Interestingly, levels have another use, enforcing the region discipline for local type declarations.
OCaml, unlike SML, supports local modules, or modules defined in
local scope, via the let module
form. A local module may declare a type,
and may even let this type escape, as in
let module M = struct type t = Foo let x = Foo end in M.x;; ^^^^^^^^^^^^^^^^^^^^^^^^^^^^^^^^^^^^^^^^^^^^^^^^^^^^^^^^^ Error: This `let module' expression has type M.t In this type, the locally bound module name M escapes its scopeSuch an escape must be flagged as an error. Otherwise, the expression will receive the type
M.t
where M
and M.t
come into scope only inside the expression. This problem is
akin to returning the address of an automatic local variable from
a C function:char * esc_res(void) { char str [] = "local string"; return str; }A locally declared type can escape not only through the result type but also by unification with an existing type variable:
fun y -> let module M = struct type t = Foo let r = y Foo end in ();; ^^^ Error: This expression has type t but an expression was expected of type 'a The type constructor t would escape its scopeThis sort of error is also familiar to C programmers:
char * y = (char*)0; void esc_ext(void) { char str [] = "local string"; y = str; }
Even with ordinary, top-level rather than local, modules may have type escaping problems. Here is the example taken from a comment in OCaml type checker:
let x = ref [] module M = struct type t let _ = (x : t list ref) endThe module
M
defines a local type t
. The variable x
has the
non-generic type '_a list ref
. The type attribution causes x
,
defined prior to t
, to have the type x : t list ref
. OCaml cannot
let such escapes go uncaught. Under no circumstances the scope of a
type constructor may wider that the scope of its declaration. Type
levels enforce this region-like discipline for type constructors.
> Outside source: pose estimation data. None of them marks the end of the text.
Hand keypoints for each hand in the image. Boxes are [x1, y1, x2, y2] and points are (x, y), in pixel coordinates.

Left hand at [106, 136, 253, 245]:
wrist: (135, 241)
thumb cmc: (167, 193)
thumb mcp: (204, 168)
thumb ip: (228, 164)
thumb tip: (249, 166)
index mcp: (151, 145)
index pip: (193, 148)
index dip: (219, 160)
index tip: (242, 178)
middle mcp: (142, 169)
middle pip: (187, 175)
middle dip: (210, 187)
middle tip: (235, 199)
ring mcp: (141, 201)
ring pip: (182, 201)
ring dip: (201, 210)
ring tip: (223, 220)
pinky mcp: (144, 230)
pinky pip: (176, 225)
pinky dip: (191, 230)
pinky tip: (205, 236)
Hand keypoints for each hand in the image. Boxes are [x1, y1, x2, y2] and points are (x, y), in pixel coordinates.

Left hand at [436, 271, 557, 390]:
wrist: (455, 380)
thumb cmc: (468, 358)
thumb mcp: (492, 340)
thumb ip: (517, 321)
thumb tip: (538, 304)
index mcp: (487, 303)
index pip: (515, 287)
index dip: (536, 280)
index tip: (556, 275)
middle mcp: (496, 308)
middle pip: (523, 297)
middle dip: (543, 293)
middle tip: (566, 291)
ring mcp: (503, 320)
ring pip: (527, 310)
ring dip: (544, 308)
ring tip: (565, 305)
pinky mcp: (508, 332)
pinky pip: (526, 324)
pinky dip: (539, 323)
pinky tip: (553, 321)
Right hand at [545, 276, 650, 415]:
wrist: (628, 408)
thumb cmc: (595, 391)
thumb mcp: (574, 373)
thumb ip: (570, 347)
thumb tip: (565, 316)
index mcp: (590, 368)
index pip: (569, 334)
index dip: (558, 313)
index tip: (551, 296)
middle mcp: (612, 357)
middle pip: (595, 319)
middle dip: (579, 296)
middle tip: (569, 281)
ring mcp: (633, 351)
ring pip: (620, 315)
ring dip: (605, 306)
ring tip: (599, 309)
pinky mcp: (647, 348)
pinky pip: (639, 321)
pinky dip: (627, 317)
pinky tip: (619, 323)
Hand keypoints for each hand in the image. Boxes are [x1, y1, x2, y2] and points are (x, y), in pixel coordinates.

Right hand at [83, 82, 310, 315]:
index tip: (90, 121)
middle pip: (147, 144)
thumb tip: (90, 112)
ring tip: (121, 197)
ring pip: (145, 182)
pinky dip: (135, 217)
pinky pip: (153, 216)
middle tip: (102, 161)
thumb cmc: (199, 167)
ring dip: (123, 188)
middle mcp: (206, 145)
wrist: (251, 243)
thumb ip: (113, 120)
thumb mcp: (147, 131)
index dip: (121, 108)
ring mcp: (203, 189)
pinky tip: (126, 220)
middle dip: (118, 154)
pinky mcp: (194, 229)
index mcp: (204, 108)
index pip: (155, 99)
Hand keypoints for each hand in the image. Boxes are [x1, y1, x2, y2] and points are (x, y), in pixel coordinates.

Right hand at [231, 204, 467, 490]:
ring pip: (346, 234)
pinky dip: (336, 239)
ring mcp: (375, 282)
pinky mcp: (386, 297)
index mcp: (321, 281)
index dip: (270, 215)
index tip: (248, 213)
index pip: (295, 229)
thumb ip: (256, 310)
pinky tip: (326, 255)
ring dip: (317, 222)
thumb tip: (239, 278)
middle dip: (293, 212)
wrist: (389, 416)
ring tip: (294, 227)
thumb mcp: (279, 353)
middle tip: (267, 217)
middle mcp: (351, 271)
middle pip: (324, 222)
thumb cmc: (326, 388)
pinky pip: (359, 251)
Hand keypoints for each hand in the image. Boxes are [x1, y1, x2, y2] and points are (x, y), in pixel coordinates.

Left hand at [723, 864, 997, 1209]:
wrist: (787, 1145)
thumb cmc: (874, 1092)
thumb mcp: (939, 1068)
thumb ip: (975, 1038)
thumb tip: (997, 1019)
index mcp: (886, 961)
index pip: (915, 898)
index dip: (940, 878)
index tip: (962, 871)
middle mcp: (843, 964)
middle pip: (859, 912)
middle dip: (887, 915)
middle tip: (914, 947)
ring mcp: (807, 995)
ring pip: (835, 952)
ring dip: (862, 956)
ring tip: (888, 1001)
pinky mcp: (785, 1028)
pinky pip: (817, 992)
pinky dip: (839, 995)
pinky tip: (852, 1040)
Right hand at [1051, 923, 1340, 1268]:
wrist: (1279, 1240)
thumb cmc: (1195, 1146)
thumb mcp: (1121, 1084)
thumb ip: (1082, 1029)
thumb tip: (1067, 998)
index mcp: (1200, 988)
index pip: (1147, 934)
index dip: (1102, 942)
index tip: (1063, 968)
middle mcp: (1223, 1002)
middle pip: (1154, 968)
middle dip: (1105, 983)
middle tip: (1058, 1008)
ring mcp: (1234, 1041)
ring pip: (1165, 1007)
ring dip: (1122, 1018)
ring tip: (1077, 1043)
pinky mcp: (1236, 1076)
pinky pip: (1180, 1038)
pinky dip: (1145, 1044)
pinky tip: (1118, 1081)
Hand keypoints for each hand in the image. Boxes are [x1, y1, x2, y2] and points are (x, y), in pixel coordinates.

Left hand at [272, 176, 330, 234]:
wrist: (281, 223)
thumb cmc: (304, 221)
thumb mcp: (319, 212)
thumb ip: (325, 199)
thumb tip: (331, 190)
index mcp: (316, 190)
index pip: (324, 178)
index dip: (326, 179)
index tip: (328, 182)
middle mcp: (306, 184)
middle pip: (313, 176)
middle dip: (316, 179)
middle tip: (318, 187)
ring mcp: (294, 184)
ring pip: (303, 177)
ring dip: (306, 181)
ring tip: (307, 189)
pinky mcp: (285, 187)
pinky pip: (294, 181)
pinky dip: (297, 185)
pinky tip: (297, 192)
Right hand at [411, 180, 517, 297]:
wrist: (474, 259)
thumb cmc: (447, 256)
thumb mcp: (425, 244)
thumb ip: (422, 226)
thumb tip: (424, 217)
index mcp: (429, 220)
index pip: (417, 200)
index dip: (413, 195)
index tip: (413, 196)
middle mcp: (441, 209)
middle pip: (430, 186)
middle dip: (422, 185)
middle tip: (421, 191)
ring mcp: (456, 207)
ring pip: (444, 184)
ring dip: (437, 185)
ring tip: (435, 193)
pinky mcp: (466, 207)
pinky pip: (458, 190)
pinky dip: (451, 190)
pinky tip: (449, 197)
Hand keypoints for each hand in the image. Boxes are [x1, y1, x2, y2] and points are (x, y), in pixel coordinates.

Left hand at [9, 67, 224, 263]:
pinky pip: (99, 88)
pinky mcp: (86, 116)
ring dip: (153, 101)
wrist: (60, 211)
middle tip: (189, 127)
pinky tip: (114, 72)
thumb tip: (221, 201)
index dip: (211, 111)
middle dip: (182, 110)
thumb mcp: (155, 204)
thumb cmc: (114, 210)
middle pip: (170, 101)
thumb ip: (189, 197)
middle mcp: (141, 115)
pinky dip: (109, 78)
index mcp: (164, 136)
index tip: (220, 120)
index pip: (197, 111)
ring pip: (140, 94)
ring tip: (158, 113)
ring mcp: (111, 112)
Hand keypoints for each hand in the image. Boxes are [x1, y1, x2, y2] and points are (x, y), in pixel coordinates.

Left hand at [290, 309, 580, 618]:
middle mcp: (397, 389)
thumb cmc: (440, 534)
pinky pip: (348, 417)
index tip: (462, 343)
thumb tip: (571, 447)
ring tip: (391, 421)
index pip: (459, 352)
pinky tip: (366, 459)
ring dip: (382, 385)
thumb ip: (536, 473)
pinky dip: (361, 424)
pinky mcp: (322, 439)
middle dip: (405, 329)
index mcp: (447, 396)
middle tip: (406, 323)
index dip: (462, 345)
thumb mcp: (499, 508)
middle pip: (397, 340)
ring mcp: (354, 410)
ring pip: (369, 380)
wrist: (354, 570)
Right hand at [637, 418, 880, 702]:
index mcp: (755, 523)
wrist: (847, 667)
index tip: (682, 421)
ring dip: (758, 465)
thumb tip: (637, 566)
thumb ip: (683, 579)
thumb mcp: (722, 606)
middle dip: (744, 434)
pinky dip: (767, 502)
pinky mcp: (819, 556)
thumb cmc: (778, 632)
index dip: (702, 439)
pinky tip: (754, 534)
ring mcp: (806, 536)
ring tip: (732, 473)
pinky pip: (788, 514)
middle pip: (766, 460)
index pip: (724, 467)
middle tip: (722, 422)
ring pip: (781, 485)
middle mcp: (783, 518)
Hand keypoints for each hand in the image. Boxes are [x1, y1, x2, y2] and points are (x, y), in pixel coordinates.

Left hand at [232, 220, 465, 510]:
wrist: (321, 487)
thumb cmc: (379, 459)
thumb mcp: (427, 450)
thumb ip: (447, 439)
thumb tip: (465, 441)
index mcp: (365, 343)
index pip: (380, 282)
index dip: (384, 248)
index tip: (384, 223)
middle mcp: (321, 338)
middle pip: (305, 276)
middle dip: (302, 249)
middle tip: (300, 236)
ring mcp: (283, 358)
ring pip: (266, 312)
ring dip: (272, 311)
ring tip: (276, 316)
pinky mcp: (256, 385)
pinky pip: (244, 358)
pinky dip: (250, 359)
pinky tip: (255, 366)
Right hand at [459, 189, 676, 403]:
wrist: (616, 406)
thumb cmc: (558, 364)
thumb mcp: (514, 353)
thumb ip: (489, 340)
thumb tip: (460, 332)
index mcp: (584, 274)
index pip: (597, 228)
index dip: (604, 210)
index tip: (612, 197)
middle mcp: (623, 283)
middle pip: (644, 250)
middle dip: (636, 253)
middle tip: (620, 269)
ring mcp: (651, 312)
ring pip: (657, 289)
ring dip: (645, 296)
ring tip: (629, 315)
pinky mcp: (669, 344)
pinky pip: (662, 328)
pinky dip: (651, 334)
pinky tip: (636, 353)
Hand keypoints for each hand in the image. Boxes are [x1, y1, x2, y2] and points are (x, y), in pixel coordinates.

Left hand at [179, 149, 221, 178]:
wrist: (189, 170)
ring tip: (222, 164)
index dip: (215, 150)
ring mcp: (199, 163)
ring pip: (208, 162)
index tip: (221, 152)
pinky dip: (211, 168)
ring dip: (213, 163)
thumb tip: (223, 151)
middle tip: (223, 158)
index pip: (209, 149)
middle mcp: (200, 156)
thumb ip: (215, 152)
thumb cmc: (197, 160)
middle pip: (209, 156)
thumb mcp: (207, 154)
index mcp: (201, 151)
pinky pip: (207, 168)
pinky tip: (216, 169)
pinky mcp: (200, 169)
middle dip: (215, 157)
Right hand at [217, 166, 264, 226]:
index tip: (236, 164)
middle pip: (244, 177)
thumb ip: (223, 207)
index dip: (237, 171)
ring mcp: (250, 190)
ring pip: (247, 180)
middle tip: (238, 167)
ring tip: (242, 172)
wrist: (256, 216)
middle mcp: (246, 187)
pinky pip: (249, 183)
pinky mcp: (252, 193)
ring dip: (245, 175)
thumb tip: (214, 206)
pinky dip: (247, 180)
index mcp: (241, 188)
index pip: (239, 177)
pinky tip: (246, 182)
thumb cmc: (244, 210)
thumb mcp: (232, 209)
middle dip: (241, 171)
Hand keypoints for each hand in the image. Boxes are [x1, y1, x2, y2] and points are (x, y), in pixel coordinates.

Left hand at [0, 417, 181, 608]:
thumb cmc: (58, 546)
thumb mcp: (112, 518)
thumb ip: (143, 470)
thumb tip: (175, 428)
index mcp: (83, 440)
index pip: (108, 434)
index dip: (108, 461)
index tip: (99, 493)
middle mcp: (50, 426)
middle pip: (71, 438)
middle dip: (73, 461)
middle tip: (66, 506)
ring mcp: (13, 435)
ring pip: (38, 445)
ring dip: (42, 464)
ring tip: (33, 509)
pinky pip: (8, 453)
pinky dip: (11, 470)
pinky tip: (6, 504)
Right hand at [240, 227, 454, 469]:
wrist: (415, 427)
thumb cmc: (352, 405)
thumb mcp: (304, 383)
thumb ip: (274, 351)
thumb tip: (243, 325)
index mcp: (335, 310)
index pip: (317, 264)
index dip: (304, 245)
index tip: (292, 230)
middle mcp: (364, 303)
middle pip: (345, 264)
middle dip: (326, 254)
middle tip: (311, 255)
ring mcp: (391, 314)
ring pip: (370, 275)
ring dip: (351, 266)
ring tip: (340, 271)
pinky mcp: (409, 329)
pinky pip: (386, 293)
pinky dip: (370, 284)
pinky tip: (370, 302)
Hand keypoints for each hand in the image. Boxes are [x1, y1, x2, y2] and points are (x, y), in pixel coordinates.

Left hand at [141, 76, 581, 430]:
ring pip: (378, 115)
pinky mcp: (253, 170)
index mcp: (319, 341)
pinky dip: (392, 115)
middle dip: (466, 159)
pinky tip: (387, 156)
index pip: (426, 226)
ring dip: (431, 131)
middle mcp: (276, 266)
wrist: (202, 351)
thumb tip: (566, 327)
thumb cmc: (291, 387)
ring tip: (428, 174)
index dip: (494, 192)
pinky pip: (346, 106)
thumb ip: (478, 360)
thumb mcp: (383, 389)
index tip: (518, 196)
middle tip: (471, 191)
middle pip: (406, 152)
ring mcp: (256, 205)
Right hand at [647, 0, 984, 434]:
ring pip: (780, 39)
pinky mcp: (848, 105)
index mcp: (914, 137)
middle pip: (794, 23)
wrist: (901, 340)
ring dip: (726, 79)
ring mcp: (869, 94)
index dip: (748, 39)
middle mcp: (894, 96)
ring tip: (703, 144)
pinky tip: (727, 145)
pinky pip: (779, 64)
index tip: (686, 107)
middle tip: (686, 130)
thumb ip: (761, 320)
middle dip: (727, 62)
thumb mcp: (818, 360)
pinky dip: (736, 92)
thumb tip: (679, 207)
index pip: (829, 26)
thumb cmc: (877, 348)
The OCaml type checker already supports regions for the sake of type
generalization, providing tools for entering a new region and
destroying it (begin_def
and end_def
), associating types to their
owner region, and tracking ownership changes during unification. What
remains is to associate a type constructor to the region
created at the point of its declaration. A type constructor can escape if
used in a type whose region is wider than the type
constructor's region -- in other words, if a type may outlive its type
constructors. Affirmatively, we aim to enforce the property
that the region of a type constructor declaration be wider than the
region of any type with that type constructor: the declaration of
a type constructor must dominate all its uses.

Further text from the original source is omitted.